[Records contained in a dataset]
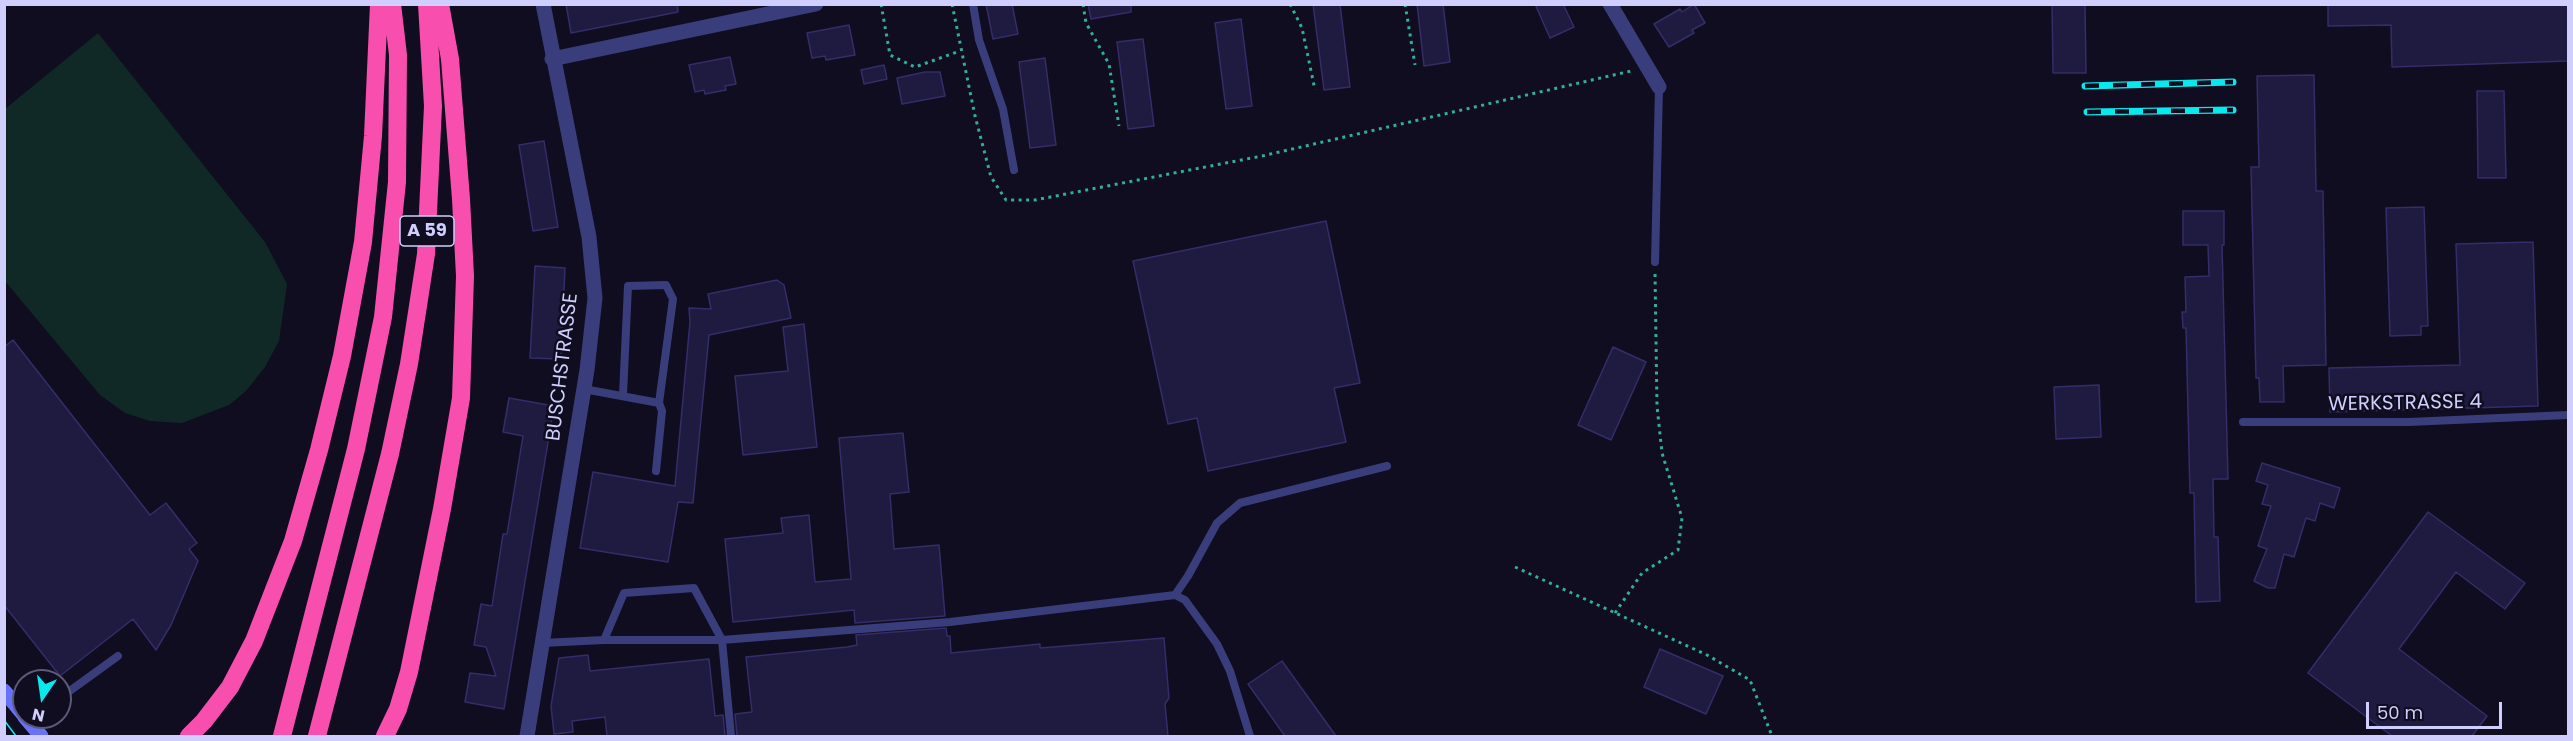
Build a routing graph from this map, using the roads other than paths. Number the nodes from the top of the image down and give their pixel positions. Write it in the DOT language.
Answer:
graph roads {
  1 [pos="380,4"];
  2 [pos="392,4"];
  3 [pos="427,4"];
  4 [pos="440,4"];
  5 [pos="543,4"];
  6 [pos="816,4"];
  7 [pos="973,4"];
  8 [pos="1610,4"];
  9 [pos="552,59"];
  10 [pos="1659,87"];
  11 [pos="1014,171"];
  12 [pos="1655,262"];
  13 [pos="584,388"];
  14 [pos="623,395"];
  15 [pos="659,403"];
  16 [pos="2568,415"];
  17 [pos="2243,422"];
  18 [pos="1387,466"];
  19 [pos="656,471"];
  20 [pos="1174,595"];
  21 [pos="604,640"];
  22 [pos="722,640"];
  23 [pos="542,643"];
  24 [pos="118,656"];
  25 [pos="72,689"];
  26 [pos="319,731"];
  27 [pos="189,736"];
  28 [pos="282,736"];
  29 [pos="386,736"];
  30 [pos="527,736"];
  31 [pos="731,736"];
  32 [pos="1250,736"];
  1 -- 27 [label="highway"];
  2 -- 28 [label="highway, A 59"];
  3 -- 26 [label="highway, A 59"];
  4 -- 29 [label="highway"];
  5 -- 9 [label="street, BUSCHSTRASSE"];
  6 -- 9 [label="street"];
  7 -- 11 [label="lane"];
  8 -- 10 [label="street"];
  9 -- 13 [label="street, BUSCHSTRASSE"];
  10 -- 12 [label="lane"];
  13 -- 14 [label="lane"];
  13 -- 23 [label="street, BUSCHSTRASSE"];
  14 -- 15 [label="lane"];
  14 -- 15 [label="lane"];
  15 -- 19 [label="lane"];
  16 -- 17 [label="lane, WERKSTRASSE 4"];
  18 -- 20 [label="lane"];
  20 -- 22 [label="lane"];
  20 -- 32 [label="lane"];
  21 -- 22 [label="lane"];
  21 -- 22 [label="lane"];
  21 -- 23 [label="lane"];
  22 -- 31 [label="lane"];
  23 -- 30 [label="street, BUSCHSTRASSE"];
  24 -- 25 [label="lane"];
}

THE PROBLEM> Print each record as it appears above, dropping every picture from the copy.

ANSWER FOR THIS EXERCISE>
Build a routing graph from this map, using the roads other than paths. Number the nodes from the top of the image down and give their pixel positions. Write it in the DOT language.
Answer:
graph roads {
  1 [pos="380,4"];
  2 [pos="392,4"];
  3 [pos="427,4"];
  4 [pos="440,4"];
  5 [pos="543,4"];
  6 [pos="816,4"];
  7 [pos="973,4"];
  8 [pos="1610,4"];
  9 [pos="552,59"];
  10 [pos="1659,87"];
  11 [pos="1014,171"];
  12 [pos="1655,262"];
  13 [pos="584,388"];
  14 [pos="623,395"];
  15 [pos="659,403"];
  16 [pos="2568,415"];
  17 [pos="2243,422"];
  18 [pos="1387,466"];
  19 [pos="656,471"];
  20 [pos="1174,595"];
  21 [pos="604,640"];
  22 [pos="722,640"];
  23 [pos="542,643"];
  24 [pos="118,656"];
  25 [pos="72,689"];
  26 [pos="319,731"];
  27 [pos="189,736"];
  28 [pos="282,736"];
  29 [pos="386,736"];
  30 [pos="527,736"];
  31 [pos="731,736"];
  32 [pos="1250,736"];
  1 -- 27 [label="highway"];
  2 -- 28 [label="highway, A 59"];
  3 -- 26 [label="highway, A 59"];
  4 -- 29 [label="highway"];
  5 -- 9 [label="street, BUSCHSTRASSE"];
  6 -- 9 [label="street"];
  7 -- 11 [label="lane"];
  8 -- 10 [label="street"];
  9 -- 13 [label="street, BUSCHSTRASSE"];
  10 -- 12 [label="lane"];
  13 -- 14 [label="lane"];
  13 -- 23 [label="street, BUSCHSTRASSE"];
  14 -- 15 [label="lane"];
  14 -- 15 [label="lane"];
  15 -- 19 [label="lane"];
  16 -- 17 [label="lane, WERKSTRASSE 4"];
  18 -- 20 [label="lane"];
  20 -- 22 [label="lane"];
  20 -- 32 [label="lane"];
  21 -- 22 [label="lane"];
  21 -- 22 [label="lane"];
  21 -- 23 [label="lane"];
  22 -- 31 [label="lane"];
  23 -- 30 [label="street, BUSCHSTRASSE"];
  24 -- 25 [label="lane"];
}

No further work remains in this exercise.